*** Opening of DATA UNDER STUDY ***

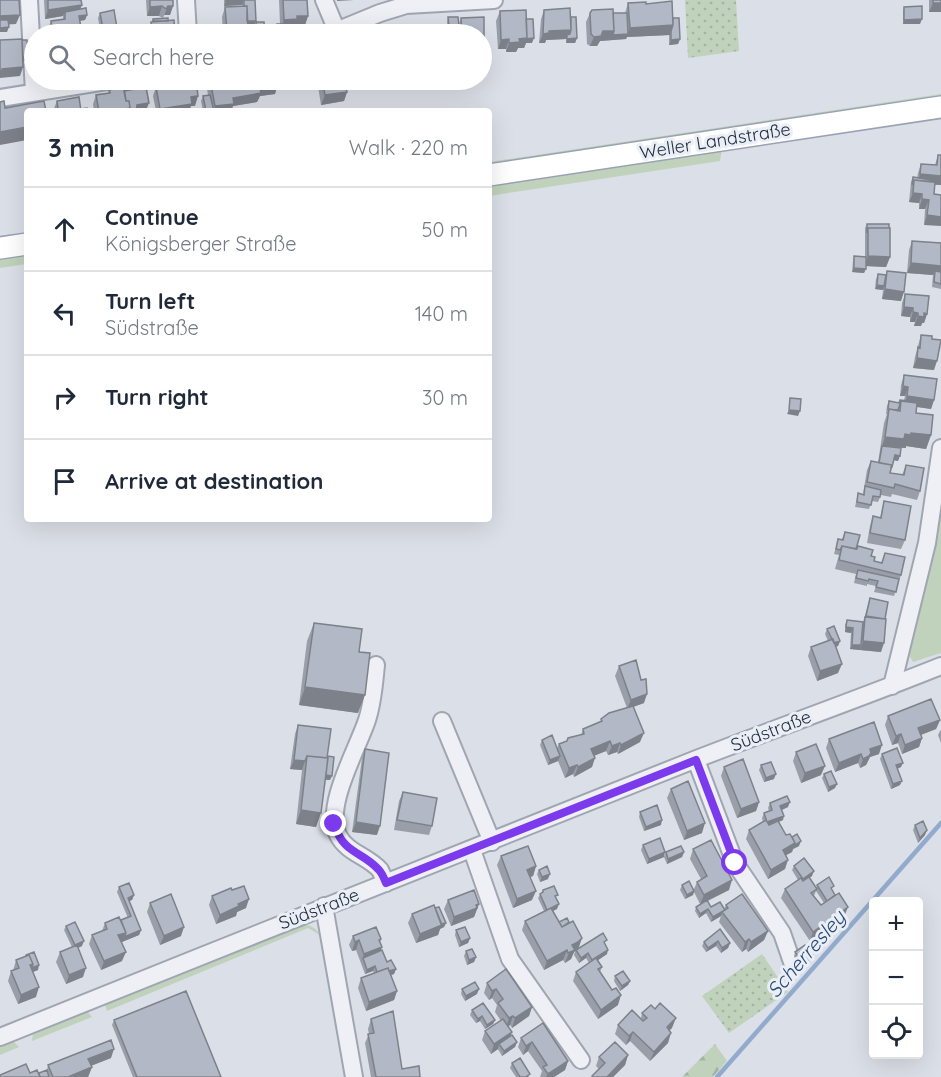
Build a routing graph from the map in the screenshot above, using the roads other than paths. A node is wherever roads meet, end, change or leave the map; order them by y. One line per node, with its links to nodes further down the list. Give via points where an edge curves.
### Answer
1 (29, 0): 5 (street)
2 (186, 0): 6 (street)
3 (324, 0): 7 (street)
4 (494, 0): 8 (street, via 406,5)
5 (30, 24)
6 (187, 24)
7 (331, 24)
8 (354, 24)
9 (47, 90): 10 (street)
10 (34, 92): 11 (street)
11 (0, 98)
12 (941, 107): 13 (main road, Weller Landstraße)
13 (492, 175)
14 (24, 244): 15 (main road)
15 (0, 248)
16 (941, 448): 19 (street, via 927,543)
17 (376, 665): 24 (street, via 367,722 348,764 334,824 345,845 379,870)
18 (941, 666): 19 (street, Südstraße)
19 (892, 686): 21 (street, Südstraße)
20 (442, 721): 22 (street)
21 (696, 760): 22 (street, Südstraße); 26 (street, via 735,863 782,933)
22 (492, 842): 23 (street, Südstraße)
23 (472, 850): 24 (street, Südstraße); 28 (street, via 510,959)
24 (386, 883): 25 (street, Südstraße)
25 (324, 906): 27 (street, Südstraße); 29 (street)
26 (792, 962)
27 (0, 1037)
28 (581, 1060)
29 (354, 1077)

*** Close of DATA UNDER STUDY ***

### PROBLEM REQUIREMENTS:
Reproduce every record word for word. The copy must contain no pictures.

### RESULT BELOW:
Build a routing graph from the map in the screenshot above, using the roads other than paths. A node is wherever roads meet, end, change or leave the map; order them by y. One line per node, with its links to nodes further down the list. Give via points where an edge curves.
### Answer
1 (29, 0): 5 (street)
2 (186, 0): 6 (street)
3 (324, 0): 7 (street)
4 (494, 0): 8 (street, via 406,5)
5 (30, 24)
6 (187, 24)
7 (331, 24)
8 (354, 24)
9 (47, 90): 10 (street)
10 (34, 92): 11 (street)
11 (0, 98)
12 (941, 107): 13 (main road, Weller Landstraße)
13 (492, 175)
14 (24, 244): 15 (main road)
15 (0, 248)
16 (941, 448): 19 (street, via 927,543)
17 (376, 665): 24 (street, via 367,722 348,764 334,824 345,845 379,870)
18 (941, 666): 19 (street, Südstraße)
19 (892, 686): 21 (street, Südstraße)
20 (442, 721): 22 (street)
21 (696, 760): 22 (street, Südstraße); 26 (street, via 735,863 782,933)
22 (492, 842): 23 (street, Südstraße)
23 (472, 850): 24 (street, Südstraße); 28 (street, via 510,959)
24 (386, 883): 25 (street, Südstraße)
25 (324, 906): 27 (street, Südstraße); 29 (street)
26 (792, 962)
27 (0, 1037)
28 (581, 1060)
29 (354, 1077)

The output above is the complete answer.